The design of Nussbaum would be applied clinically in the following years, by Weber (1855), Heusser (1860) and von Hippel (1877), in general with retentions limited to a few months, except in one of the 7 patients of the last in whom the keratoprosthesis remained for one year4. These first prostheses were glass or quartz glass – in the case of Heusser –. Later, Salzer (1895) achieved 9- and 33-month retentions through a quartz disc supported by a ring and small platinum hooks. The first to use a thermoplastic was Dimmer in 1891. He implanted in human eyes celluloid discs that he molded, although after a few weeks, retroprosthetic membranes were formed4.
THE 20th CENTURY
With the arrival of the new century, interest in artificial corneas declined due to the success of corneal transplants, starting with the famous case of Zirm and the work of other pioneers (see chapter 1.3). In 1935 Filatov designed a keratoprosthesis that would not need fixation because it had a double trunk shape with an opposite cone ("diabolo"), although it was also expelled after 6 weeks4. It was not until the middle of the century that some corneal surgeons were again attracted to this field when reconsidering the limitations of keratoplasty5. No doubt technological advances such as the introduction of polymethyl methacrylate (PMMA) and other plastics, as well as the appreciation of its easy handling, good intraocular tolerance and refractive properties – which would lead Ridley to perform in 1949 the first intraocular lens implant of the modern era.

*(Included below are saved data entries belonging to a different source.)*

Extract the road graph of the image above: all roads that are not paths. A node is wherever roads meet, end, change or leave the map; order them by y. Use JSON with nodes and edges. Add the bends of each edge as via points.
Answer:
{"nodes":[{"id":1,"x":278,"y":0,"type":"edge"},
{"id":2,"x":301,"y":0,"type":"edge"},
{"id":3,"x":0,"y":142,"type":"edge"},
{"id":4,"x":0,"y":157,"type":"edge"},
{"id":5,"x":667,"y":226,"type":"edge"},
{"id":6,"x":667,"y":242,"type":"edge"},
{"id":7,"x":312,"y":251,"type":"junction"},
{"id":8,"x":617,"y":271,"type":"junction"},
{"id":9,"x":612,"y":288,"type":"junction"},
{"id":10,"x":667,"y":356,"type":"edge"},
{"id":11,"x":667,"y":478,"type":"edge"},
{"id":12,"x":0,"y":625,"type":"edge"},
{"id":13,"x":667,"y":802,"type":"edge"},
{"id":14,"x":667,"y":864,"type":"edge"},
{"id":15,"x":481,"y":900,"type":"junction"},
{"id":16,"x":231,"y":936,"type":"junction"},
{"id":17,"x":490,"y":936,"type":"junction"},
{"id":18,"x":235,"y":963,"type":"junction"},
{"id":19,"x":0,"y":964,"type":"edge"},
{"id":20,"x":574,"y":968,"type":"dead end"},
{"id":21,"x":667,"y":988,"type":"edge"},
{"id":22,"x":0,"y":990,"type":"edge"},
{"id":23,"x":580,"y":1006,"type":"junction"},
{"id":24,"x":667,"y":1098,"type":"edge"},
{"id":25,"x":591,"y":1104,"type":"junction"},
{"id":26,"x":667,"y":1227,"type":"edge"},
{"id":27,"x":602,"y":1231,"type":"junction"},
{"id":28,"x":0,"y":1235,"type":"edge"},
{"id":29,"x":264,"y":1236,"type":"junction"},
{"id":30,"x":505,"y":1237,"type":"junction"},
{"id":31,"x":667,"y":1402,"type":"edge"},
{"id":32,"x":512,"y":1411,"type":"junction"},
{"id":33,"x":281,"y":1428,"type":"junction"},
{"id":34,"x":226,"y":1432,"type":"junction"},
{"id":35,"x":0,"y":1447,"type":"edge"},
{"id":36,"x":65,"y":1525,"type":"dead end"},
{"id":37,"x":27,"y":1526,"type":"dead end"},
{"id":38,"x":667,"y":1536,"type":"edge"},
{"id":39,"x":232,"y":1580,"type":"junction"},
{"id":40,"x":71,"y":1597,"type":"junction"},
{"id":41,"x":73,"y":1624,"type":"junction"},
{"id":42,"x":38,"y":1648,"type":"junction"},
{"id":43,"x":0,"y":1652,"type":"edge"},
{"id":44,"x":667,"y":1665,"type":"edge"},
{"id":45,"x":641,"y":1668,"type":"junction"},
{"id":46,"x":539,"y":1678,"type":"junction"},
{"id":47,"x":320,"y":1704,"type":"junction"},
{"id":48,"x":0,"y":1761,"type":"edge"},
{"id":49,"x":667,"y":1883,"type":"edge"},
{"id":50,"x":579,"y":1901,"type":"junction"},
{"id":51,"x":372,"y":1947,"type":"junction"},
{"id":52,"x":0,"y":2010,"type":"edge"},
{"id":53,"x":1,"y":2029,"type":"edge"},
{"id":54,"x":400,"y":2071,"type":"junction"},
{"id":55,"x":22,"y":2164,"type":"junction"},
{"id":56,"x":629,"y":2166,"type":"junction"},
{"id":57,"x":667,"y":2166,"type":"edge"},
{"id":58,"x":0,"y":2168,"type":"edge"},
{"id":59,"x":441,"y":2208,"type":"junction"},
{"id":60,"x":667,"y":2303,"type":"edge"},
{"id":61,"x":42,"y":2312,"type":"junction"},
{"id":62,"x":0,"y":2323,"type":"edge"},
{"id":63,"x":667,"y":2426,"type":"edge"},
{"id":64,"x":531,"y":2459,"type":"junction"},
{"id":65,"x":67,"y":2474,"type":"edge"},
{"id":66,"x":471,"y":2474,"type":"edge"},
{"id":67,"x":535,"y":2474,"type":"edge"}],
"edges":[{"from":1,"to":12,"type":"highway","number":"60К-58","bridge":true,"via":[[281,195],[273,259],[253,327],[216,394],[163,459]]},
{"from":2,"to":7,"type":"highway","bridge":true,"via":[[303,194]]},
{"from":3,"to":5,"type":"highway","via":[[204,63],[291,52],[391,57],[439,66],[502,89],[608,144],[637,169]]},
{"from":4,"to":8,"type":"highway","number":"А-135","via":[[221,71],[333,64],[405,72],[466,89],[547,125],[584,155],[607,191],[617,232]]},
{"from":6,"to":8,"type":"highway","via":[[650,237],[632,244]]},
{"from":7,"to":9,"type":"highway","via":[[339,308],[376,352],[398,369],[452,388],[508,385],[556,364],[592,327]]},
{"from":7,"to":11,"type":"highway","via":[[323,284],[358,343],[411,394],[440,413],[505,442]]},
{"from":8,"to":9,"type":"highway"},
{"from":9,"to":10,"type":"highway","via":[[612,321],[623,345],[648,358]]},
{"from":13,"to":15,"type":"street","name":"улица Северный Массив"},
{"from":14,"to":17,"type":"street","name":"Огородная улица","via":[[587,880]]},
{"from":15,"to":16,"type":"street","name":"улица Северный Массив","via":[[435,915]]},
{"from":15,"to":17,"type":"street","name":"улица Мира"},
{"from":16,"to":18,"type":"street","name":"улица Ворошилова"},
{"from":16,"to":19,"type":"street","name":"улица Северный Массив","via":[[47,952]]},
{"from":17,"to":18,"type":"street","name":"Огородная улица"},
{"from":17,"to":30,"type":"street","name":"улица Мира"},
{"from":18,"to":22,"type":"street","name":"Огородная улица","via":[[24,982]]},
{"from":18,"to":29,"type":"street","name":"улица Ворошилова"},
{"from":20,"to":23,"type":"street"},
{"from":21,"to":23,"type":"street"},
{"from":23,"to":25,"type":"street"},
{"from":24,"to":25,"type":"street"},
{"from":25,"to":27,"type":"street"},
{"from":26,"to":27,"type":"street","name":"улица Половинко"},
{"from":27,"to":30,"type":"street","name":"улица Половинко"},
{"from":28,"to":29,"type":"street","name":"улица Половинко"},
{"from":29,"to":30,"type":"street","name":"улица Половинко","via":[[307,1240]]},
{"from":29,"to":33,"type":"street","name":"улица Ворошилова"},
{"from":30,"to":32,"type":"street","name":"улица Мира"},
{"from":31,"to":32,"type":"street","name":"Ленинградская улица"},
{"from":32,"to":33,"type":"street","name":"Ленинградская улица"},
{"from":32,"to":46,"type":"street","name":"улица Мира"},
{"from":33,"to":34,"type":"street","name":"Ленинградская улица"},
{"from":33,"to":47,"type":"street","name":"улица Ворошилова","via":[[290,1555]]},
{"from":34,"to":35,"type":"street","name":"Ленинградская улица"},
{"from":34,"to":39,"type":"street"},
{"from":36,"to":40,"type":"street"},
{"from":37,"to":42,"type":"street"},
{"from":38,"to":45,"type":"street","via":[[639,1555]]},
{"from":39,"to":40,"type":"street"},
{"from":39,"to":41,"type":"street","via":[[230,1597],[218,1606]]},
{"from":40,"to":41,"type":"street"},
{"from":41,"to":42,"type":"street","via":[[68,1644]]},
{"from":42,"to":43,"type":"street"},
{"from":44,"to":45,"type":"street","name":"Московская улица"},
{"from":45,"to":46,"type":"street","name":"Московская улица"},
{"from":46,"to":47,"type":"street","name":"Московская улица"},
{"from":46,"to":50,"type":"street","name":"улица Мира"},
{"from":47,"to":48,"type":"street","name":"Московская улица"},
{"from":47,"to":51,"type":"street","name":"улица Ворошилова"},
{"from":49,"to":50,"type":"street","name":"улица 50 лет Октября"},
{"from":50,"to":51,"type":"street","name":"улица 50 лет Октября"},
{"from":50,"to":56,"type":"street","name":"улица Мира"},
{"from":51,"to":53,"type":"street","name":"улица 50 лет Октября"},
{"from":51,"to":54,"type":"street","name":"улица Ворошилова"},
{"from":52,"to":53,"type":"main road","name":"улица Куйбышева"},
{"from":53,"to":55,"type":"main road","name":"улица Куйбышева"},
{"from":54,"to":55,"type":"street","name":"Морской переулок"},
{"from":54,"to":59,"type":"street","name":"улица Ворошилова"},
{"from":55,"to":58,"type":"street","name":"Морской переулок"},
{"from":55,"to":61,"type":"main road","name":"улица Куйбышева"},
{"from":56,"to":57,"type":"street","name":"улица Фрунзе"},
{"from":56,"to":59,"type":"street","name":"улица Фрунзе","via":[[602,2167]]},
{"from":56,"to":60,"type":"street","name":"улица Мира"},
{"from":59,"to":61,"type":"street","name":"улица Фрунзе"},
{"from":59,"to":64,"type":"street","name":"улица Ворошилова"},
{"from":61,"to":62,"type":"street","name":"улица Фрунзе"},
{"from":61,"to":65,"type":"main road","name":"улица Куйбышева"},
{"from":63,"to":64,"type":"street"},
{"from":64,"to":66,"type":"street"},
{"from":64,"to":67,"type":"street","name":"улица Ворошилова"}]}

Single-component PMMA keratoprosthesis
The first PMMA keratoprostheses were one-piece, based on the prototype "shirt button" with different variations in the anterior and posterior disc amplitudes, the type of fixation – superficial or intrastromal (interlaminar) – of the same, or as they were of partial penetration like that of Franceschetti (1949) or full-thickness such as those of Dorzee (1948), Baron and Legrand (1954) – these already with holes in the haptic disc to pass sutures –, or that of Barraquer-Cardona (1958)4,5.
Another group of designs presents a single interlaminar haptic disc, generally with perforations to improve the transit of metabolites – in an attempt to avoid corneal necrosis – and to favor the healing that would fix the prosthesis, such as those of Stone and Herbert (1953) (Figure 3), that of Binder and Binder (1956) – with 8 mm polyethylene haptics (Figure 4) –, that of McPherson and Anderson (1953) with the haptic reduced to a series of radii terminated in a mace (Figure 5), or that of Cardona and Castroviejo (1962), with a 2 mm cylinder and an interlaminar plate of 4 mm3,4.
Figure 3: Stone-Herbert keratoprosthesis (1953), with intrastromal disc provided with multiple perforations.
Figure 4: Binder and Binder keratoprosthesis (1956), with extended fenestrations for interlaminar fixation (modified from reference 3).
Figure 5: MacPherson and Anderson keratoprosthesis (1953), with the interlaminar haptics trimmed in the form of a series of radial extensions in a club (modified from reference 3).
Keratoprostheses composed of two pieces
In 1951, Györffy and Vanisek introduced one of the most relevant modifications in the design of keratoprosthesis: its composition in two pieces that were assembled – in their case by means of a screw and nut-like thread – in front and behind the altered cornea, with a piston rod or optical cylinder that passes through it (Figure 6)3.
Figure 6: Györffy and Vanisek keratoprosthesis (1951), prototype of the two-piece "nut and screw" (modified from reference 3).
This idea – which will later lead to Boston's keratoprosthesis – is picked up by Cardona with his nut & bolt design (1969), in which the 8.5 mm anterior disc has coloration for cosmetic purposes and to avoid glare, and it is attached to a longer optical cylinder (5.5 to 9.5 mm) on which the rear plate is screwed (Figure 7). The greater length of the cylinder possibly helps to avoid the retroprosthetic membranes. Stone (1965) and Choyce (1969) apply this concept to make the interchangeable optics, as well as Fyodorov, Moroz and Zuev (1972), with threaded models of PMMA and titanium haptics (Figure 8). Tantalum metal supports are also used by the Odessa group (see 8.5) and Bedilo (1969), or platinum by Torres and Ruiz (1963)3,4.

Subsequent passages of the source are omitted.